-- Recorded data follows --
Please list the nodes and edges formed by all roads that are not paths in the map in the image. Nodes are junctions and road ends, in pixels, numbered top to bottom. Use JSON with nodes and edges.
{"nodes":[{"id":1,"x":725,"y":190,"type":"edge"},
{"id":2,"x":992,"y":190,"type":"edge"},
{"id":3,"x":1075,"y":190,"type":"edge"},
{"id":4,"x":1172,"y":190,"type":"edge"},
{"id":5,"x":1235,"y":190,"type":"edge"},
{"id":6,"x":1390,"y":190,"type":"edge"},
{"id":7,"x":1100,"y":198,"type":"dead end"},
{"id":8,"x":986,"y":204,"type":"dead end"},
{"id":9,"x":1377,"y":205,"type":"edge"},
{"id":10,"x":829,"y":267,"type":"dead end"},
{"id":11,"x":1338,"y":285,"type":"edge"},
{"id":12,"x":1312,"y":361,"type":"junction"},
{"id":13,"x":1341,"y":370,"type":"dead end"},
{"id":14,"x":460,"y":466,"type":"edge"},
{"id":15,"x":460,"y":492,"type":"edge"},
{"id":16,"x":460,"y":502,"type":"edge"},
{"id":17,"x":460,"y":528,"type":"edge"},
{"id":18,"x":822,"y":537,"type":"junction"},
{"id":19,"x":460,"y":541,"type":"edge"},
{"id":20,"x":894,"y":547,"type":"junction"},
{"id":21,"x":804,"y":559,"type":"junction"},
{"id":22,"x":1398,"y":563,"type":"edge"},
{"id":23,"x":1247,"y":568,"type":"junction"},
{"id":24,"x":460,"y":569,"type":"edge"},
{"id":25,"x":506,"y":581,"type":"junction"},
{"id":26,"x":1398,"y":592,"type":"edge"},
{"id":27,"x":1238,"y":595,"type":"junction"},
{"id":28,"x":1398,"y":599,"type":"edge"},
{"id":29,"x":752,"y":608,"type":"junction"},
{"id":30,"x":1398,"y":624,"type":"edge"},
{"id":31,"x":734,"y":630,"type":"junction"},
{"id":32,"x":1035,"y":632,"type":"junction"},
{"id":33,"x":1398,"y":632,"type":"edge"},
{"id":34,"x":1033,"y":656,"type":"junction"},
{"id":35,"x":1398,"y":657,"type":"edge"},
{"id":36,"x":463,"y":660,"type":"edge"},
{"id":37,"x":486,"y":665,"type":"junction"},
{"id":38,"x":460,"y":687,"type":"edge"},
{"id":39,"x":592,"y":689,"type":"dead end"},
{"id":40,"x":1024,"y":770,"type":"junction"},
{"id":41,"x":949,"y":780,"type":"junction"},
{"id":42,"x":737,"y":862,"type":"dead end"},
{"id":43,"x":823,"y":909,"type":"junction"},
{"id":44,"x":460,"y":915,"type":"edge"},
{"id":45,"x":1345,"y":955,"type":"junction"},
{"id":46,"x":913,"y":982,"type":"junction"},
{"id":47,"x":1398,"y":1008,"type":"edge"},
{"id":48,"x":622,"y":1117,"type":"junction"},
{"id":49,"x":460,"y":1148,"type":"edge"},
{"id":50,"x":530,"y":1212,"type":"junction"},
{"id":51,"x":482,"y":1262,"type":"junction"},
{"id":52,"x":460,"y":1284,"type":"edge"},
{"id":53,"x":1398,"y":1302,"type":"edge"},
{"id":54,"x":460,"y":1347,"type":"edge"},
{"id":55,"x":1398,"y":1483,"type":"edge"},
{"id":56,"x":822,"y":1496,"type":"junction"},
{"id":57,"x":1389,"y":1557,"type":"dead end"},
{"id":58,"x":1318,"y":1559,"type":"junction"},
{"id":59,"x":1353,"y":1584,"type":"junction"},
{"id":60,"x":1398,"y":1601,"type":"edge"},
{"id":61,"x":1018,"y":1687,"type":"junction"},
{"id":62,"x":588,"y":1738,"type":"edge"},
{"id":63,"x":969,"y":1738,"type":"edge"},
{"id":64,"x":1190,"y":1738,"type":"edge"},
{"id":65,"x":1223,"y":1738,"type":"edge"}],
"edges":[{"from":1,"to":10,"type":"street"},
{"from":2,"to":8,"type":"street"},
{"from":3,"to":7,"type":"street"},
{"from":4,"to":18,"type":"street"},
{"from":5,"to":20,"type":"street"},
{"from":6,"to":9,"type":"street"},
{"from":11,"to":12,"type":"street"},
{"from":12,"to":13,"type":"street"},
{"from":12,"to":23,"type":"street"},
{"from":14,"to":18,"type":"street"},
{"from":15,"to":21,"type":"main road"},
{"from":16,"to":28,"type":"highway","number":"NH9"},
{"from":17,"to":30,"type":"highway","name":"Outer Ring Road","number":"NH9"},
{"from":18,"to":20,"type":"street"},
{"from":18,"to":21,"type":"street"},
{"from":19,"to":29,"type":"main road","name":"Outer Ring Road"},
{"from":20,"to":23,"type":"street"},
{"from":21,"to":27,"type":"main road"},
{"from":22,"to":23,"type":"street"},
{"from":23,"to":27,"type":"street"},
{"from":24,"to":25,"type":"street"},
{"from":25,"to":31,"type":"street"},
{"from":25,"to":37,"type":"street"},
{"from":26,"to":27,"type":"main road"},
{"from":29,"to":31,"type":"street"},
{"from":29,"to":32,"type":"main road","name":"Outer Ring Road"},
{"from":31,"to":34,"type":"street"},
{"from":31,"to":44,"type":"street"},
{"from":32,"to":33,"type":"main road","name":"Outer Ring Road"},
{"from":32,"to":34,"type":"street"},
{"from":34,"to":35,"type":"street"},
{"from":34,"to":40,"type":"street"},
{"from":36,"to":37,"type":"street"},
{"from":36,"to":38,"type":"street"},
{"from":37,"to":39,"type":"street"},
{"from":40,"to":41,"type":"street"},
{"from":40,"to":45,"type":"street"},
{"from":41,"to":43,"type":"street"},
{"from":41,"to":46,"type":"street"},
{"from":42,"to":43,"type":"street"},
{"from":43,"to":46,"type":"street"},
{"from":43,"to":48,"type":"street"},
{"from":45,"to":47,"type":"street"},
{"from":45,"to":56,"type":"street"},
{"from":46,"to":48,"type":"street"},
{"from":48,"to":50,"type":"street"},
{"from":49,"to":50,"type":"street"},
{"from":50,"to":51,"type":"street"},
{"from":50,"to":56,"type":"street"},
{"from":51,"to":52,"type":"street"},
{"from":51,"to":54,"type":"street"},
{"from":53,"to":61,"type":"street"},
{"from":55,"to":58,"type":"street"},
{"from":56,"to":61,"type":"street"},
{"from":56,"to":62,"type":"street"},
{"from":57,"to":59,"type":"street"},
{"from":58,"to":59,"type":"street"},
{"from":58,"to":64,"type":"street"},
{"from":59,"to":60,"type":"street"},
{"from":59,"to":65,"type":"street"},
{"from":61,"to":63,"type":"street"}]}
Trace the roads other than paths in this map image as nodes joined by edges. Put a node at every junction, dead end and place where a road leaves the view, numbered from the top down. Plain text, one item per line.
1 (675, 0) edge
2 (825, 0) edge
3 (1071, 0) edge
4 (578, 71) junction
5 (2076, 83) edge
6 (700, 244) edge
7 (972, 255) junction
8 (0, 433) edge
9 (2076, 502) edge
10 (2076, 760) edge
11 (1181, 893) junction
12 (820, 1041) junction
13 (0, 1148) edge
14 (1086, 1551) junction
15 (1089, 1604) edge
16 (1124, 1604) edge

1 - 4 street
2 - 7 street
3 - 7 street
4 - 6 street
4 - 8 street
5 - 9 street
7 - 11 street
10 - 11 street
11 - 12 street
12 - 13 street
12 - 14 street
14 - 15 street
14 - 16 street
-- Recorded data concluded --
[Work instructions] Show every line from the listing that contains "highway".

[Solution to the problem]
{"from":16,"to":28,"type":"highway","number":"NH9"},
{"from":17,"to":30,"type":"highway","name":"Outer Ring Road","number":"NH9"},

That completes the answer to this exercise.